The public key consists of three integers $k_e=(n,r,e)$ and the private key is $k_d=(n,r,d)$.

Encryption
Alice transmits her public key $k_e=(n,r,e)$ to Bob and keeps the private key secret. Then Bob wishes to send message $M$ to Alice.

He first splits $M$ into blocks with length less than double length of $n$. For every piece he splits it into equally-length two parts $a_i$ and $b_i$, then he combines them into number $m_i=a_i+b_i\sqrt{r}$. Then he computes individual pieces of the ciphertext, i.e. $c_i=(c_{i}^{1},c_{i}^{2})$ corresponding to
$
c_i^1+c_i^2\sqrt{r}\equiv(m_i)^e\pmod{n}.
$
To compute $c_i$ he should use a definition of an integer multiplication in the group, i.e.
$(a+b\sqrt{r})(c+d\sqrt{r})=(ac+bdr)+(ad+bc)\sqrt{r}.$

To compute it quickly he can use the method of exponentiation by squaring adjusted to the definition of the multiplication.

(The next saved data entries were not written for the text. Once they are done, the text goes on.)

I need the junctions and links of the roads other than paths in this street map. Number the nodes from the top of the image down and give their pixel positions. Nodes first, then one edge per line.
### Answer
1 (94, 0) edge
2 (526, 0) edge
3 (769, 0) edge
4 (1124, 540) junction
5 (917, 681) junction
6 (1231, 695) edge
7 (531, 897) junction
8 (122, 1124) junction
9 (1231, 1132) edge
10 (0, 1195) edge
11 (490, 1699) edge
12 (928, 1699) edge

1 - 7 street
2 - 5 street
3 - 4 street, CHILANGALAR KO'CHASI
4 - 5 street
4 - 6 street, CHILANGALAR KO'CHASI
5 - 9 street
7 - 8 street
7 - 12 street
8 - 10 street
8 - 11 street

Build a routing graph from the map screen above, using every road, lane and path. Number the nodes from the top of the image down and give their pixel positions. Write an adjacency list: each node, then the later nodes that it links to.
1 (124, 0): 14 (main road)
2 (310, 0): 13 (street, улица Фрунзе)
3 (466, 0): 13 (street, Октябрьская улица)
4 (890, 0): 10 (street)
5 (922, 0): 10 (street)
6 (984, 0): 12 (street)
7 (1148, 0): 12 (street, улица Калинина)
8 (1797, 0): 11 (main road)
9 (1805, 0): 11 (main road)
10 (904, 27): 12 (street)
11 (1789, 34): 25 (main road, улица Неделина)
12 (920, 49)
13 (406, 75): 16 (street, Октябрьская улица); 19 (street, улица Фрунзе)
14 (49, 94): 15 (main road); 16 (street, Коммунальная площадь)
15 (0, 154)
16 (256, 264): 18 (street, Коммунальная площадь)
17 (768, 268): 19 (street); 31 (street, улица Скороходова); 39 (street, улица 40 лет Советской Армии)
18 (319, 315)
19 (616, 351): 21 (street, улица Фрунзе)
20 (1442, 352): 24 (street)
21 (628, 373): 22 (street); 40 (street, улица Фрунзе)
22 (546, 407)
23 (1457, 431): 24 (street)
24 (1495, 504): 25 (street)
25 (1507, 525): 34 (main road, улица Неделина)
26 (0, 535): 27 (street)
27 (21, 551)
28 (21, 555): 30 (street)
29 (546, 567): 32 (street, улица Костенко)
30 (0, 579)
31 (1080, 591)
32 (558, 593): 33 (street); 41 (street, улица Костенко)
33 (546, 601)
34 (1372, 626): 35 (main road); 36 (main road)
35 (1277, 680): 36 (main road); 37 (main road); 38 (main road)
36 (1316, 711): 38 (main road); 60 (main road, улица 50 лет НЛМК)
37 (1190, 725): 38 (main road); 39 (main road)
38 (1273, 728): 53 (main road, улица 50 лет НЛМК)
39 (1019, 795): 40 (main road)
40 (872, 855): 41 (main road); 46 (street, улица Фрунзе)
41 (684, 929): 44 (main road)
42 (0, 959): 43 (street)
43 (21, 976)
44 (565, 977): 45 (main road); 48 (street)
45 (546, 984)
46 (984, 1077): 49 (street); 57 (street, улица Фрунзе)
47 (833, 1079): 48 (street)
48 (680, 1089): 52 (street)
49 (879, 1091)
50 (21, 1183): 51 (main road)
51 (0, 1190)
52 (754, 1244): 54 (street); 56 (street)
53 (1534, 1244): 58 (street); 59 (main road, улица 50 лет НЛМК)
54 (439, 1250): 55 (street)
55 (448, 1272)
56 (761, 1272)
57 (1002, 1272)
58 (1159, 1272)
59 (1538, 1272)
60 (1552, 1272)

Bob then transmits $c=(c_1,c_2,\dots)$ to Alice.

Decryption
Alice can recover $m_i$ from $c_i=(c_i^1,c_i^2)$ by using her private key $k_d=(n,r,d)$ via computing
$m_i=a_i+b_i\sqrt{r}=(c_i^1+c_i^2\sqrt{r})^d\pmod{n}$
Given $a_i$ and $b_i$ for every $i$, Alice can recover the original message $M$ by sticking all parts together.

A working example
1. Choose two distinct primes, such as $p=113$ and~$q=127$.
2. Compute $n=pq$ giving $n=113\cdot 127=14351$.
3. Compute $w$ giving $w=(p-1)(q-1)=14112$.
4. Choose any $r$ that fits both $\left(\frac{r}{p}\right)=1$ and $\left(\frac{r}{q}\right)=1$. $r=11$ has such property.
5. Choose any number $1<e<w$ which is coprime to $w$. Let $e=265$.
6. Compute $d$, the modular multiplicative inverse of $e$ modulo $w$, yielding: $d=e^{-1}\pmod{w}\equiv4633\pmod{w}$

Alice obtained public key $k_e=(14351,11,265)$ and private key $k_d=(14351,11,4633)$, then she published the public key.

For instance, in order to encrypt $a+b\sqrt{r}$, where $a=13$, $b=13275$, Bob calculates
$c_1+c_2\sqrt{r}\equiv(13+13275\sqrt{11})^{265}\pmod{14351}\equiv6466+11144\sqrt{11}$,
so he send $c=(6466,11144)$ to Alice. In order to decrypt $c=(c_1,c_2)$ Alice computes
$m=a+b\sqrt{r}\equiv(6466+11144\sqrt{11})^{4633}\pmod{14351}\equiv13+13275\sqrt{11}$,
yielding a pair $(a=13,b=13275)$.